» Exercise prompt:
Copy out each line of the data below in which the string "Fief" appears.
─── Records provided ───
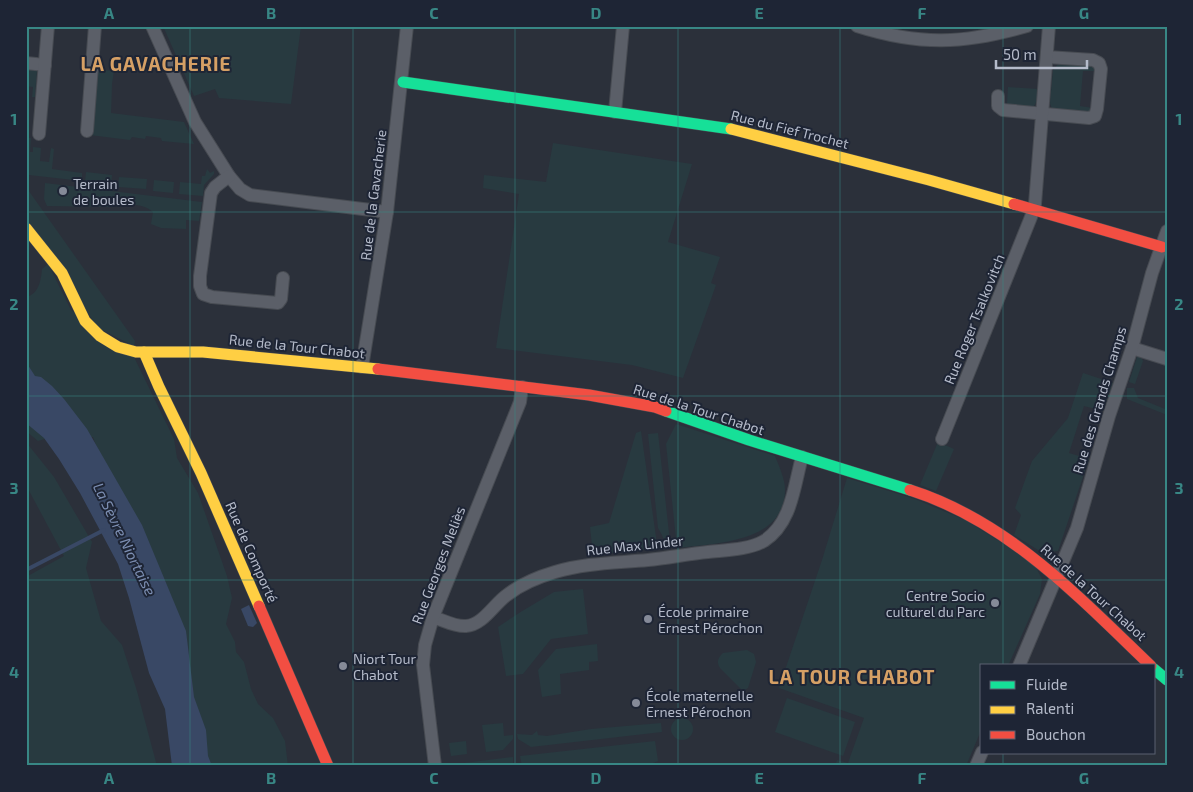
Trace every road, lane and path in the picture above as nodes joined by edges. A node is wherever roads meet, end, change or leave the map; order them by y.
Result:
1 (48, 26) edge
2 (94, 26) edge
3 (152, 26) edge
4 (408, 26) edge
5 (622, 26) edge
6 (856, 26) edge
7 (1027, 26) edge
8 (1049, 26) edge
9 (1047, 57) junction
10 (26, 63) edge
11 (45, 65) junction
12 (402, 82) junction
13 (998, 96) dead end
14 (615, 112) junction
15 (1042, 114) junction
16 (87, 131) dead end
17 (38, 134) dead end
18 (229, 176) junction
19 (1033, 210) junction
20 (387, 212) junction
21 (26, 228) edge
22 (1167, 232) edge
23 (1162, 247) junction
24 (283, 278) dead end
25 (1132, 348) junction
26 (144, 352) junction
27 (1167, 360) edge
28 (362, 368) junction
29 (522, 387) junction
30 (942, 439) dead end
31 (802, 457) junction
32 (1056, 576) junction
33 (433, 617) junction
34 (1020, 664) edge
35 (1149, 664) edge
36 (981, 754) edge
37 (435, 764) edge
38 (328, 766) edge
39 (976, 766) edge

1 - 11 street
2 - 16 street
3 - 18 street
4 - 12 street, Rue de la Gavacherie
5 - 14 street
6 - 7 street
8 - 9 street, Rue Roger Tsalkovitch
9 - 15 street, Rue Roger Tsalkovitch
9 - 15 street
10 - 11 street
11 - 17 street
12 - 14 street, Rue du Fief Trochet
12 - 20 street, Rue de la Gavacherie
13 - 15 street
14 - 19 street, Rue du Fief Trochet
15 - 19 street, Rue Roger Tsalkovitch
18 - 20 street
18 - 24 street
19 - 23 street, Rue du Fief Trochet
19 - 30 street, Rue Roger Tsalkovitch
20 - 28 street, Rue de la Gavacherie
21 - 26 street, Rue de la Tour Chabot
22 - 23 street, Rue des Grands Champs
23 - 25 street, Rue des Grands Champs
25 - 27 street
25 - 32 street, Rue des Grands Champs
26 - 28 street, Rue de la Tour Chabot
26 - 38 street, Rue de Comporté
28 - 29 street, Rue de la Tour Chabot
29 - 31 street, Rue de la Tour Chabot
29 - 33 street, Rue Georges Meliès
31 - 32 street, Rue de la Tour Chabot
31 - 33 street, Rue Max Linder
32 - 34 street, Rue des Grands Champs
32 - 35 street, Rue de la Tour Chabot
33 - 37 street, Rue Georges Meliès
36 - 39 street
───
─── Records provided ───
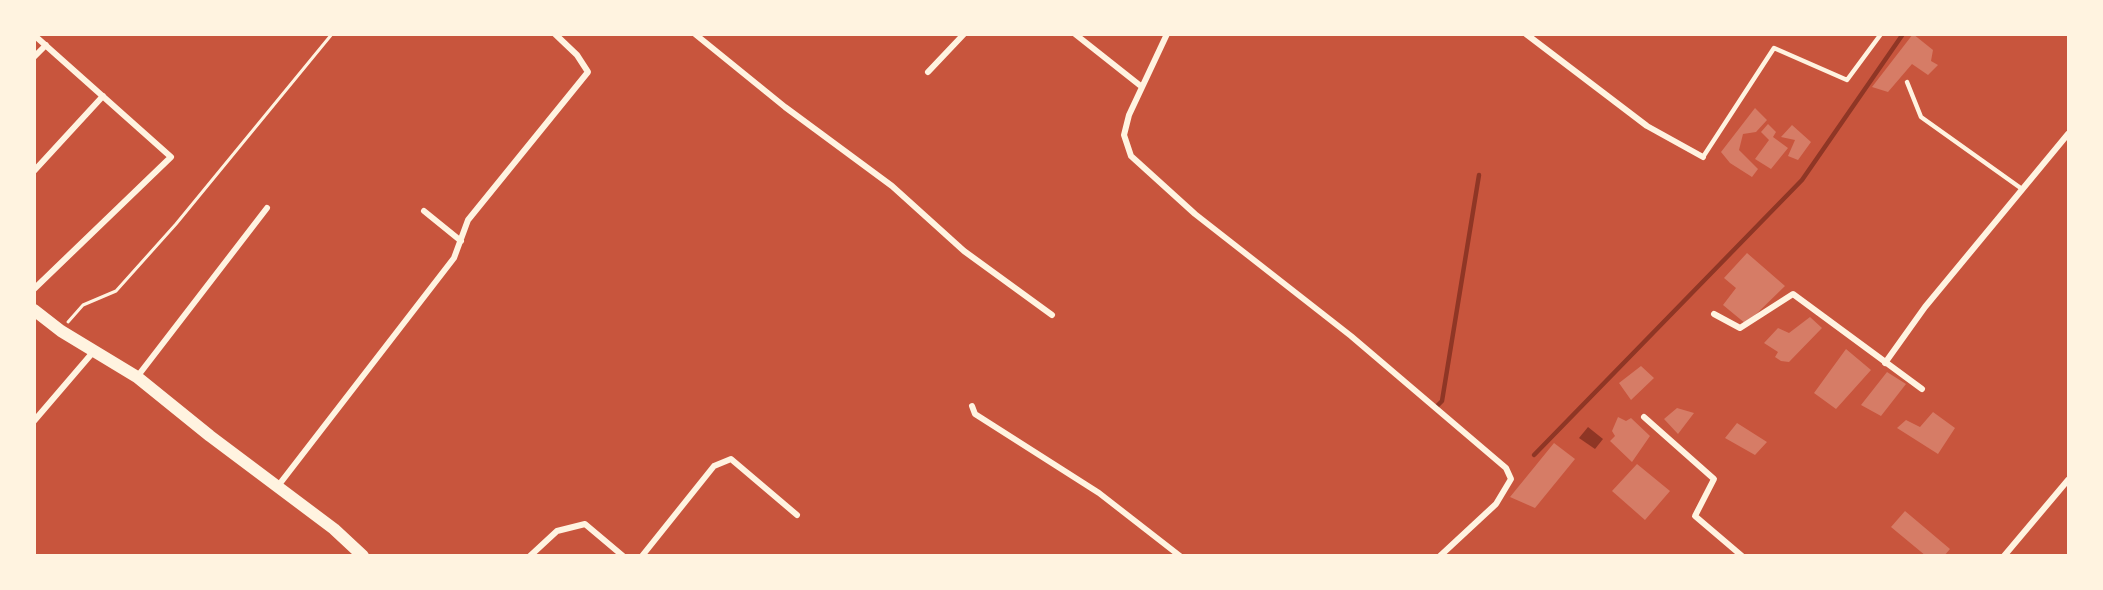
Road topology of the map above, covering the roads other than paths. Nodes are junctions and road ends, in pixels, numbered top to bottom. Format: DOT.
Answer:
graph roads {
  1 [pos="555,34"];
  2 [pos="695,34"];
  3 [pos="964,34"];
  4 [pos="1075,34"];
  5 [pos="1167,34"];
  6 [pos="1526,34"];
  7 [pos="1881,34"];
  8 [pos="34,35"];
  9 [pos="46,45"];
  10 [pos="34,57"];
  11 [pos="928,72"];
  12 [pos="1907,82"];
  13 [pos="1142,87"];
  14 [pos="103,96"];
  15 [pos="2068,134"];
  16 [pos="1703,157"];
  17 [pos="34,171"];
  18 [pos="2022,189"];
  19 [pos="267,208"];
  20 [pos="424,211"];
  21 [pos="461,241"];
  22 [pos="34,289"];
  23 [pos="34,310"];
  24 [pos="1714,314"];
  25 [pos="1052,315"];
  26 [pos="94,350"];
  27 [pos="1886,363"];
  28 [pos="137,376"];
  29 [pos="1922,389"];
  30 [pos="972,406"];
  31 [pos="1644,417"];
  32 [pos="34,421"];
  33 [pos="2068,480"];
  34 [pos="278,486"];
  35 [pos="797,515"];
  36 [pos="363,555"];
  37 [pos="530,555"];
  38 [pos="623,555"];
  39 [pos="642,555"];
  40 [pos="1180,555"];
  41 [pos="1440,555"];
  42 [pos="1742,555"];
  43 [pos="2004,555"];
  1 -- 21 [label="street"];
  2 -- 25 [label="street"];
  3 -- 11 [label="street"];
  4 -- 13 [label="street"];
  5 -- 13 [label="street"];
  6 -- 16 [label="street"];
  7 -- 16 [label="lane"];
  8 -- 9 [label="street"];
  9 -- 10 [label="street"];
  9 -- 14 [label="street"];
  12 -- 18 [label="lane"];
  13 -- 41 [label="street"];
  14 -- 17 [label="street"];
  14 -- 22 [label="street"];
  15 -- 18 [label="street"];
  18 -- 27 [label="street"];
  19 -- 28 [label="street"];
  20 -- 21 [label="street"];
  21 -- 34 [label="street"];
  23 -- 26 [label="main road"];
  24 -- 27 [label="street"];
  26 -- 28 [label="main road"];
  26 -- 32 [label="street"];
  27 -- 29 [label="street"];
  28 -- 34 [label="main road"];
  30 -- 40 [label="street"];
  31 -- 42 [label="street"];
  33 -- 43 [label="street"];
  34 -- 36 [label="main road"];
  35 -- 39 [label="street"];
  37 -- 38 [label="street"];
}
───
» Task response:
12 - 14 street, Rue du Fief Trochet
14 - 19 street, Rue du Fief Trochet
19 - 23 street, Rue du Fief Trochet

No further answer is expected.